The expected hazard function was considered to represent the hazard of mortality due to causes not linked to ATTR-CM, that is, the hazard of mortality among the population if the disease were not present in any individuals. In common with many estimations of RS for cancers, it was assumed that this was equal to the demographically matched general population life tables; that is, that the impact of patients with ATTR-CM upon the average rate of mortality in the general population was negligible. 26
Life tables reporting the years closest to contemporary with ATTR-ACT were sourced for each of the countries that had study centers in the trial (Supplementary Materials, Section 2.1). These were stratified by sex, and for the United States, additional stratification was available for subgroups identifying as of Black or African American race and non-Hispanic ethnicity, and of Hispanic ethnicity. Expected hazard was then determined (Supplementary Materials, Section 1.2). Due to the use of expected hazards with limited stratification, confounding of ATTR-CM–specific excess hazards with any other-cause excess mortality hazards in population subgroups with higher propensity to develop symptomatic ATTR-CM is acknowledged, and the excess hazard models fitted described the net effect of both of these sources of excess hazard. As the predictions presented here are upon the same expected hazard as the excess was fitted, total hazard is recovered over the same demographic mixture, but this confounding should be considered when predicting upon external populations with expected hazards that may reflect alternative demographics.
The prediction of total hazards and ACS used an expected hazard equal to the average matched life table hazard of the trial population, estimated using the Ederer (I) method, 19 that is, assuming that relative risks of mortality due to age and sex were consistent with life tables.
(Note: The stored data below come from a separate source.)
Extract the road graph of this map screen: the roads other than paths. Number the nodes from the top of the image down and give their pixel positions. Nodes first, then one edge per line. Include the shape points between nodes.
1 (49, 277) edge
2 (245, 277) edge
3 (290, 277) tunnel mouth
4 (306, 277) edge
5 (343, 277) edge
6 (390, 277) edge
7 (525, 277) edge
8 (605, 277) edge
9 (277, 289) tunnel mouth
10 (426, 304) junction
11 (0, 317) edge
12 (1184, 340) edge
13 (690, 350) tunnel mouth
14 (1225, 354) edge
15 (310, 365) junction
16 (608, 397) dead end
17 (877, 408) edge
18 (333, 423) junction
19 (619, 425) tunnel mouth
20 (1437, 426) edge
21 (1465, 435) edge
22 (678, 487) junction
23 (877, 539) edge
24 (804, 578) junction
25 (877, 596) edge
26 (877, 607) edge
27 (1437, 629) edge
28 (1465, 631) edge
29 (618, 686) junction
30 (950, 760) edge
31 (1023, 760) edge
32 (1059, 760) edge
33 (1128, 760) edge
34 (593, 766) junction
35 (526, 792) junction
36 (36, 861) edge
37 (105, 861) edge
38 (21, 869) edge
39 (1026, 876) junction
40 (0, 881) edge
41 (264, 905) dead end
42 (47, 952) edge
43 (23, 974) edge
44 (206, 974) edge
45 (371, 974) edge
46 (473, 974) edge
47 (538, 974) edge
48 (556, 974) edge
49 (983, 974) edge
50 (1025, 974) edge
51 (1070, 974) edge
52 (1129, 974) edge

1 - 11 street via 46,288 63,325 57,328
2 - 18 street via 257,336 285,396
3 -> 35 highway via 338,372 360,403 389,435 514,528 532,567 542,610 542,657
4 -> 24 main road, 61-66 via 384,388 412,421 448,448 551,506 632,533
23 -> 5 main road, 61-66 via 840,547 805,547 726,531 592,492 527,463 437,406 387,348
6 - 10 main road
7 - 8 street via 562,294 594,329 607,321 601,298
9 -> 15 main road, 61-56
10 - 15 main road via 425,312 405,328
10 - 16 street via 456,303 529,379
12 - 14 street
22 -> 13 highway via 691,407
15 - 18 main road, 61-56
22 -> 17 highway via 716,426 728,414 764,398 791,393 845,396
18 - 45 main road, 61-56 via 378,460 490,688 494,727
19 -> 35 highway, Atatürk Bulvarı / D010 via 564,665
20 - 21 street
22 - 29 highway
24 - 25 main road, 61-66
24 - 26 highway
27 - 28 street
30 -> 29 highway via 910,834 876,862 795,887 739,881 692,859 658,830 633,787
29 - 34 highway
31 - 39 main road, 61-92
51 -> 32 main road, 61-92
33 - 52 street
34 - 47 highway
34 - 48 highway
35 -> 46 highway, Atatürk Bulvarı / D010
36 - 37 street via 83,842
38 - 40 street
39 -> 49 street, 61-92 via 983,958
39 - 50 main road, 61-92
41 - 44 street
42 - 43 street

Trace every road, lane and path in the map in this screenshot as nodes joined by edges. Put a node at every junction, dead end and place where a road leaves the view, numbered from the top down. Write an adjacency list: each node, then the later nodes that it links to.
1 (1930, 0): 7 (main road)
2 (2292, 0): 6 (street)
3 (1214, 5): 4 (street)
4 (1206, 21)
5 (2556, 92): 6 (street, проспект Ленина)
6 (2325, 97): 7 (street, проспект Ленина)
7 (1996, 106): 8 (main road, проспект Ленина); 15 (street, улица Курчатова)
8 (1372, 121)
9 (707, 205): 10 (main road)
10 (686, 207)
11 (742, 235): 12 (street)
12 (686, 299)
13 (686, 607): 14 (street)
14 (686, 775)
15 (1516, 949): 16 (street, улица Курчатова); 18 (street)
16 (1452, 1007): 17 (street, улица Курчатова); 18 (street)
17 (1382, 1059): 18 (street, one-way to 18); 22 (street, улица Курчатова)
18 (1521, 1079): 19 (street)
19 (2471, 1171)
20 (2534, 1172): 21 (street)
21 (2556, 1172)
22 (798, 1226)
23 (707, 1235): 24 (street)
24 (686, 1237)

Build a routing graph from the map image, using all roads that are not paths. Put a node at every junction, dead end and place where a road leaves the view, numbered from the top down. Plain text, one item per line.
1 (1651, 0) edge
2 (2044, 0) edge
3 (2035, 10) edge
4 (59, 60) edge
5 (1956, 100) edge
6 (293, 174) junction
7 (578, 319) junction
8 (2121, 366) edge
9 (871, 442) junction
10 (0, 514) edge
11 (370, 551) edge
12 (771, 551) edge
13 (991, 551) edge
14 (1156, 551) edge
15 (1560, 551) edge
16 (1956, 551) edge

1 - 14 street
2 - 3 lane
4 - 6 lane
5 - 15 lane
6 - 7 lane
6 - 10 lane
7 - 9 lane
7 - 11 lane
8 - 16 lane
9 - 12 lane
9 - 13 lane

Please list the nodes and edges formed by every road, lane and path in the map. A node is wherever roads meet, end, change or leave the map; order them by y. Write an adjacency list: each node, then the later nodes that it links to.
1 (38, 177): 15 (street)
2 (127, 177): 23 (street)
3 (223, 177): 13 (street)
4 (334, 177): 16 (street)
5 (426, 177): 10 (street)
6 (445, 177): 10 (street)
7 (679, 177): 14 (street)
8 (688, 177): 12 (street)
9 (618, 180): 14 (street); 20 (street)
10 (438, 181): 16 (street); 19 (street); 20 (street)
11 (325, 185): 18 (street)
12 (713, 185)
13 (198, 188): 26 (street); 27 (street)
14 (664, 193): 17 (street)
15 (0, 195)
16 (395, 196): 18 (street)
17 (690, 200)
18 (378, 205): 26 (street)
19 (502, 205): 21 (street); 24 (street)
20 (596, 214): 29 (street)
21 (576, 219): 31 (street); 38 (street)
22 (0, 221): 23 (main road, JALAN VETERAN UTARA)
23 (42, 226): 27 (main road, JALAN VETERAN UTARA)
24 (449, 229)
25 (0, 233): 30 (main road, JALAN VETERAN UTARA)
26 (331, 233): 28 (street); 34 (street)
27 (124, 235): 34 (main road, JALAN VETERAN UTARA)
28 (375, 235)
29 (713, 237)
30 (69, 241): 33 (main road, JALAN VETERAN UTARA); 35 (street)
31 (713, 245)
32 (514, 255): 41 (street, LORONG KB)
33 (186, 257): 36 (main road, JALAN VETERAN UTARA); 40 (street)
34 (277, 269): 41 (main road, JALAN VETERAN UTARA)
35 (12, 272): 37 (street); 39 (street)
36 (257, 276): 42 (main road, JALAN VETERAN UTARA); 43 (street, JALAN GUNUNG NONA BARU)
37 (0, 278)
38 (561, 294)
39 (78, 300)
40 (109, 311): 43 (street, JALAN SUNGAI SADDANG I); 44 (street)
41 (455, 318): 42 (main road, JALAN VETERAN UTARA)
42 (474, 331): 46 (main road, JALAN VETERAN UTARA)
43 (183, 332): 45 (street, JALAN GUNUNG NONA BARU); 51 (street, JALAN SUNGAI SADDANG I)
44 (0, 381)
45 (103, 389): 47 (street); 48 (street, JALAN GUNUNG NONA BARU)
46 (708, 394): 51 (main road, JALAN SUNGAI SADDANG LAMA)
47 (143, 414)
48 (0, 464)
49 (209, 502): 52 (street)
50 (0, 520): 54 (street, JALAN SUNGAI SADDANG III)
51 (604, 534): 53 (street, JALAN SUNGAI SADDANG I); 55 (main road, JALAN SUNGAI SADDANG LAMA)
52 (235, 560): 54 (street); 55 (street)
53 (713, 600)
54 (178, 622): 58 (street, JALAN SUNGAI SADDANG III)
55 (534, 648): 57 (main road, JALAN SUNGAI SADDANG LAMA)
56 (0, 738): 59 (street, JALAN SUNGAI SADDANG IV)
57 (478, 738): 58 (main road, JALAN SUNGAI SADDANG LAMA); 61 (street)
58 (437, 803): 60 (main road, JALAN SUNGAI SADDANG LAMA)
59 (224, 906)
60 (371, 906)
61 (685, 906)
Selection of RS models proceeded per the TSD 14 algorithm, considerate of information criteria, visual fit, and hazard profile.
Validation with LTE Data
Validation was undertaken against LTE data using a cutoff date of August 1, 2021, providing a minimum of 72 mo of follow-up. Absolute rates of survival predicted by the Kaplan–Meier (KM) estimator upon these data at 60 and 72 mo were compared with extrapolated model predictions, with the latter time giving greater potential for deviation but higher uncertainty in the KM estimator due to censoring. In addition, the restricted mean survival time (RMST) for these same points, as predicted by a flexible parametric survival model fitted to the LTE data, were compared with the RMST predicted by extrapolated models. Candidate flexible parametric models consisted of Royston–Parmar splines with between 0 and 5 internal knots at regular quantiles on the hazard, odds, and normal scales. The model with minimal AIC was selected, representing a parsimonious representation of the observed LTE data. This method was chosen over aggregation of the area under the KM curve to reduce the sensitivity of the RMST to the timing of events at the extent of follow-up, where censoring results in larger “steps” in the estimator. Deviation from the KM at these times should be penalized less, as the survival estimate is less precise. It was therefore preferred to assess the RMST under a continuous function, which was fitted via maximum likelihood to the observed data provided that such a model was sufficiently flexible to be an accurate representation of the underlying hazard function.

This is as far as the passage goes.